Chemist pursues response to why appealing solar cell product rapidly degrades

Jun 15, 2022 02:13 PM ET
  • A Florida State University researcher is untangling the complexities of a product that researchers worldwide are attempting to manipulate to construct better solar cells.
Chemist pursues response to why appealing solar cell product rapidly degrades
Image: FSU Photography Services

Assistant Professor of Chemistry Lea Nienhaus has actually released a new study in partnership with Argonne National Laboratory that analyzes what takes place when this product-- called a halide perovskite-- faces real-world problems rather than excellent problems of a chemistry lab.

They found that worrying halide perovskites with light as well as electrical fields can produce changes in the standard residential or commercial properties of the material as well as distort the lattice structure that is crucial to maintaining this material stable.

" All of this goes back to constructing a better solar cell," Nienhaus stated. "We needed to much better understand what happens to this material when it goes through continuous illumination the means a solar cell would be if it remained in usage."

The work is laid out in ACS Energy Letters.

Solar energy innovation has grown greatly in the USA over the past twenty years. According to the U.S. Department of Energy, the country's solar capacity has actually expanded from.34 gigawatts in 2008 to 97.2 gigawatts today.

But scientists as well as engineers around the world are still working to create better and much more effective materials to boost solar innovations, making them more affordable and much longer long lasting.

Halide perovskites are thought to be among one of the most encouraging products for solar innovation. Lead halide perovskites have a crystal structure based upon a positively charged lead ion called cation, an organic and/or inorganic cation and also adversely billed halide anions. Nienhaus as well as others have actually manipulated these structures to develop films that would be the basis of a solar cell.

The initial perovskite solar cells were established in 2006 with a 3% power conversion effectiveness, yet extra recently developed ones have been 25% and also greater.

The fast increase in effectiveness is appealing, yet there are still drawbacks to this material when it comes to commercial viability, consisting of the truth that it degrades swiftly.
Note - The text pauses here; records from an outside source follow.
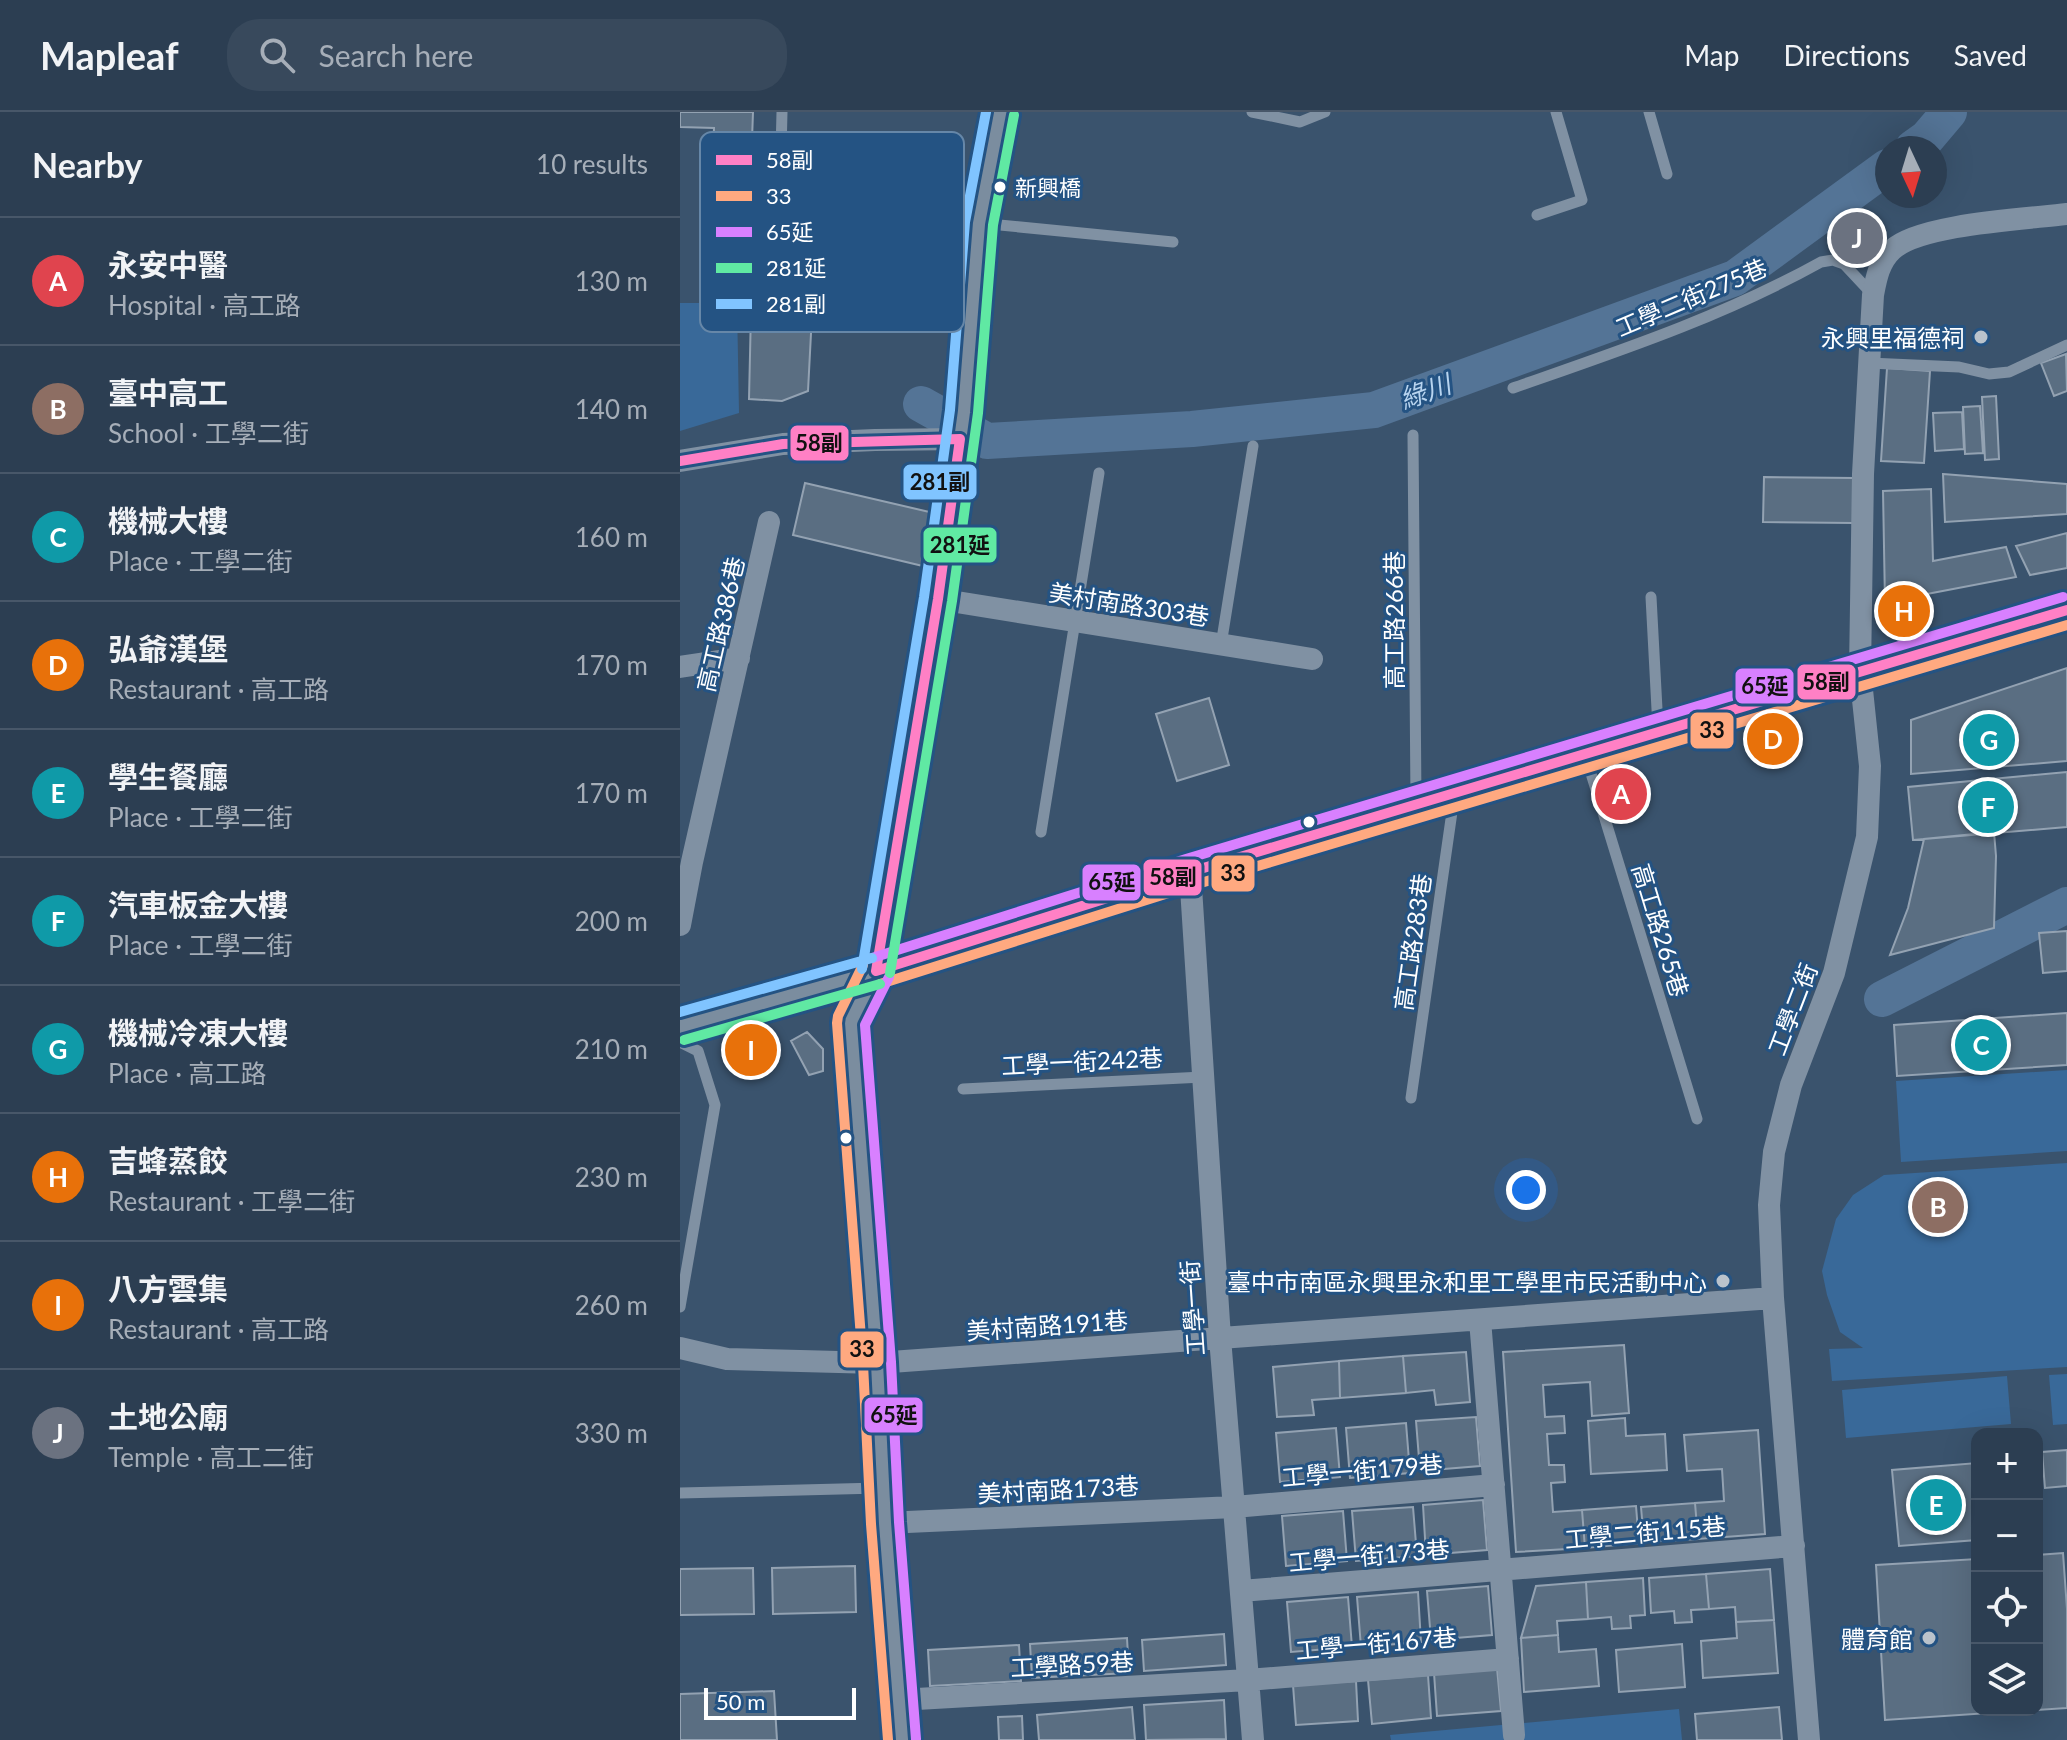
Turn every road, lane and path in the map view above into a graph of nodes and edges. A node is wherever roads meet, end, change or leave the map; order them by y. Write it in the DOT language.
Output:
graph roads {
  1 [pos="782,112"];
  2 [pos="1000,112"];
  3 [pos="1252,112"];
  4 [pos="1325,112"];
  5 [pos="1556,112"];
  6 [pos="1649,112"];
  7 [pos="782,132"];
  8 [pos="1667,174"];
  9 [pos="2067,214"];
  10 [pos="1537,215"];
  11 [pos="964,220"];
  12 [pos="979,223"];
  13 [pos="1173,242"];
  14 [pos="1873,295"];
  15 [pos="2067,345"];
  16 [pos="1869,363"];
  17 [pos="1513,388"];
  18 [pos="1413,435"];
  19 [pos="1253,446"];
  20 [pos="958,450"];
  21 [pos="680,461"];
  22 [pos="1099,473"];
  23 [pos="769,522"];
  24 [pos="1651,597"];
  25 [pos="938,599"];
  26 [pos="2067,610"];
  27 [pos="1075,621"];
  28 [pos="1221,645"];
  29 [pos="739,658"];
  30 [pos="1312,659"];
  31 [pos="680,667"];
  32 [pos="1860,671"];
  33 [pos="1658,731"];
  34 [pos="1584,753"];
  35 [pos="1455,793"];
  36 [pos="1416,805"];
  37 [pos="1041,832"];
  38 [pos="686,863"];
  39 [pos="1190,872"];
  40 [pos="680,925"];
  41 [pos="876,971"];
  42 [pos="680,1027"];
  43 [pos="680,1042"];
  44 [pos="1203,1077"];
  45 [pos="963,1089"];
  46 [pos="1411,1098"];
  47 [pos="1697,1119"];
  48 [pos="1773,1298"];
  49 [pos="680,1307"];
  50 [pos="1480,1320"];
  51 [pos="1220,1338"];
  52 [pos="680,1348"];
  53 [pos="877,1363"];
  54 [pos="1494,1485"];
  55 [pos="883,1488"];
  56 [pos="680,1493"];
  57 [pos="1234,1507"];
  58 [pos="885,1523"];
  59 [pos="1794,1546"];
  60 [pos="1500,1570"];
  61 [pos="1241,1591"];
  62 [pos="1508,1659"];
  63 [pos="1248,1680"];
  64 [pos="899,1700"];
  65 [pos="1514,1735"];
  66 [pos="902,1740"];
  67 [pos="1253,1740"];
  68 [pos="1809,1740"];
  1 -- 7 [label="lane"];
  2 -- 12 [label="street"];
  3 -- 4 [label="lane"];
  5 -- 10 [label="lane"];
  6 -- 8 [label="lane"];
  9 -- 14 [label="street, 工學二街"];
  11 -- 12 [label="lane"];
  12 -- 13 [label="lane"];
  12 -- 20 [label="street"];
  14 -- 16 [label="street, 工學二街"];
  14 -- 17 [label="lane, 工學二街275巷"];
  15 -- 16 [label="lane"];
  16 -- 32 [label="street, 工學二街"];
  18 -- 36 [label="lane, 高工路266巷"];
  19 -- 28 [label="lane"];
  20 -- 21 [label="street"];
  20 -- 25 [label="street"];
  22 -- 27 [label="lane"];
  23 -- 29 [label="street, 高工路386巷"];
  24 -- 33 [label="lane"];
  25 -- 27 [label="street, 美村南路303巷"];
  25 -- 41 [label="street"];
  26 -- 32 [label="street"];
  27 -- 28 [label="street, 美村南路303巷"];
  27 -- 37 [label="lane"];
  28 -- 30 [label="street, 美村南路303巷"];
  29 -- 31 [label="street"];
  29 -- 38 [label="street, 高工路386巷"];
  32 -- 33 [label="street"];
  32 -- 48 [label="street, 工學二街"];
  33 -- 34 [label="street"];
  34 -- 35 [label="street"];
  34 -- 47 [label="lane, 高工路265巷"];
  35 -- 36 [label="street"];
  35 -- 46 [label="lane, 高工路283巷"];
  36 -- 39 [label="street"];
  38 -- 40 [label="street, 高工路386巷"];
  39 -- 41 [label="street"];
  39 -- 44 [label="street, 工學一街"];
  41 -- 42 [label="street"];
  41 -- 53 [label="street"];
  43 -- 49 [label="lane"];
  44 -- 45 [label="lane, 工學一街242巷"];
  44 -- 51 [label="street, 工學一街"];
  48 -- 50 [label="street, 美村南路191巷"];
  48 -- 59 [label="street, 工學二街"];
  50 -- 51 [label="street, 美村南路191巷"];
  50 -- 54 [label="street"];
  51 -- 53 [label="street, 美村南路191巷"];
  51 -- 57 [label="street, 工學一街"];
  52 -- 53 [label="street, 美村南路191巷"];
  53 -- 55 [label="street"];
  54 -- 57 [label="street, 工學一街179巷"];
  54 -- 60 [label="street"];
  55 -- 56 [label="lane"];
  55 -- 58 [label="street"];
  57 -- 58 [label="street, 美村南路173巷"];
  57 -- 61 [label="street, 工學一街"];
  58 -- 64 [label="street"];
  59 -- 60 [label="street, 工學二街115巷"];
  59 -- 68 [label="street, 工學二街"];
  60 -- 61 [label="street, 工學一街173巷"];
  60 -- 62 [label="street"];
  61 -- 63 [label="street, 工學一街"];
  62 -- 63 [label="street, 工學一街167巷"];
  62 -- 65 [label="street"];
  63 -- 64 [label="street, 工學路59巷"];
  63 -- 67 [label="street, 工學一街"];
  64 -- 66 [label="street"];
}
While Nienhaus' lab has been concentrated on means to enhance solar cells, she and also a few of her students started pursuing a side research project concentrated on why the halide perovskite films degrade so promptly under operating problems.

For their research, Nienhaus and also her partners made use of a technique called scanning tunneling microscopy that enabled them to research surface functions and electronic homes of halide perovskites at the nanometer scale. By adding an illumination source to the system, they can check exactly how the product transformed under real-world problems.

Researchers also utilized two synchrotron-based strategies offered at the Advanced Photon Source at Argonne National Laboratory to correlate the observed optical modifications to structural ones within the halide perovskite film.

"If we can pinpoint areas of architectural modification which are the origin of degradation, then we can begin dealing with mitigation strategies that will ideally help us build a better halide perovskite film and also therefore a solar cell," Nienhaus said.